Mirroring these two is the platonic report of Phil and Lem as oddballs in relationship to the world around them. Watching these two conquer humor using math (The sheer volume of wonderful quotes from this episode is so staggering I’d be here all day if I listed every one but let’s just go with this: “Math my friend, she’s always been there for you” “If she ever took physical form, I’d leave my wife and marry her” “Stand in line, my friend”) is priceless.
Speaking of memos, Veronica Palmer starts to feel guilt over the fact that she was promoted to her current position at the expense of another employee, Walter, (Chris Parnell, who was a go-to for guest star roles in the late aughts), whose life has gone downhill as a result. It’s when speaking about this guilt that we see Veronica so devoid of emotions that she comes off as a psychopath. It’s a character trajectory similar in nature to Dennis Reynolds on “It’s Always Sunny in Philadelphia” and it’s played equally as well here. Veronica’s attempts at an apology lead to guilt sex and just when you start to feel sorry for her (which is pretty immediately), you know that when the time comes to break up with him, she’s going to tear him to pieces with her trademark iciness. Surprisingly, she shows him a little mercy with a nice little corner office. Who knows if Walter (who seems incompetent and only made progress with Veronica because she was guilty) deserves a promotion to a better office, but one of the themes of the show is humanity vs bureaucracy and it’s a nice little touch that Veronica chose to do something oddly human.

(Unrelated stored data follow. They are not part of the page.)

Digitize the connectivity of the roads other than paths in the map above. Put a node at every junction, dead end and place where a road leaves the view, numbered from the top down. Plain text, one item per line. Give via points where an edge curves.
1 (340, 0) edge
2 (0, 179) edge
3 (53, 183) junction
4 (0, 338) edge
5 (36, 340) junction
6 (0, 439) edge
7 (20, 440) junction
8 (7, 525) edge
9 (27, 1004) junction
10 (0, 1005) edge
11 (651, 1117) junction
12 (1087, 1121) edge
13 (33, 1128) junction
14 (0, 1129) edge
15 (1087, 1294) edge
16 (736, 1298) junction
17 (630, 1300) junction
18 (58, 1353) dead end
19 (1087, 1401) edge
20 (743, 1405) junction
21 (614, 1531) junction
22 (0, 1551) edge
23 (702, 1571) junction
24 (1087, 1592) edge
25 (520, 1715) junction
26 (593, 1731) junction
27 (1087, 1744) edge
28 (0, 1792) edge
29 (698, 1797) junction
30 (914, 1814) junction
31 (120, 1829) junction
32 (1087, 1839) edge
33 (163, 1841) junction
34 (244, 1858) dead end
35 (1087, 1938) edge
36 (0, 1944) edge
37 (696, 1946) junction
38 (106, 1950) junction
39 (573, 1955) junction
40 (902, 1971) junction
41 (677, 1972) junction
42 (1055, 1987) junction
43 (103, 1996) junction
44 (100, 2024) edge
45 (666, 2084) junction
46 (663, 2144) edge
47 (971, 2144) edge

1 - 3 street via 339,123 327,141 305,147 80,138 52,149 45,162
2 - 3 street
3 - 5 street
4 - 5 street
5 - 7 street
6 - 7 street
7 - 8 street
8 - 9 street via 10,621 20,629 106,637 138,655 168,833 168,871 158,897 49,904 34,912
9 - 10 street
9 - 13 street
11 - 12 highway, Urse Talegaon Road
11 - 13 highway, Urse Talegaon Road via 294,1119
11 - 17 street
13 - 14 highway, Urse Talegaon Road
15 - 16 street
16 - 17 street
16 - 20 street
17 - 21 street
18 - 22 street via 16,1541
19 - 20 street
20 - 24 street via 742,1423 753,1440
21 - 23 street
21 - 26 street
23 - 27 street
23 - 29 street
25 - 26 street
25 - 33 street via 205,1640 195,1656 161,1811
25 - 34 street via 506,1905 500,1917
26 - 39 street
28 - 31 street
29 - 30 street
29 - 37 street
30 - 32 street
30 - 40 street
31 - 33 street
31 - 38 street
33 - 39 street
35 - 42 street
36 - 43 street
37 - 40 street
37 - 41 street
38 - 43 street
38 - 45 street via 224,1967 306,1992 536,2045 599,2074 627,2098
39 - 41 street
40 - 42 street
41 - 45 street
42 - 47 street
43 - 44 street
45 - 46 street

The cast has a solid core of five but they rotate in and out characters as needed for the episode. In addition to Chris Parnell, there’s also the shy bespectacled Asian Debbie and the HR lady. They’re all funny characters who gracefully made their marks and exited (at least, as far as I know) but one hopes if the show went past two seasons, we might have seen a return of these guys in an expanded universe sort of way.
Speaking of the “what ifs” if this show continued past two seasons, it’s interesting to wonder if Ted might have gotten more developed as a comic creation. Let me preface this by saying that A) Jay Harrington has done some good work (particularly on “Benched”) as a comic actor and B) the straight man can often be a thankless role. However, there’s some room to be the straight man and add to the comedy (think Dave Foley in “Newsradio”) and there’s some room for improvement here (I know I sound like a kindergarten teacher, sorry).
It’s also interesting to note that all four women in this episode have had or have an unstoppable attraction to Ted. The HR lady drops her guard almost instantly; Debbie apparently is shy because she is tongue-tied in sexual frustration over Ted; Linda has the resolve to intellectually challenge Ted but she never has the resolve to ever pretend she’s not attracted to him; and while Veronica isn’t making googly eyes at Ted, she’s never been emotional anyway. It’s almost as if being superhot is his main character trait (although one could argue that A LOT of women have been painted this way in sitcom TV).
Also, when you stop to think about it, the way Ted doesn’t even acknowledge Debbie’s awkward burst of “WILL YOU GO OUT WITH ME” is kind of cruel. She probably won’t open her mouth in meetings for another year or two out of shame. Poor Debbie.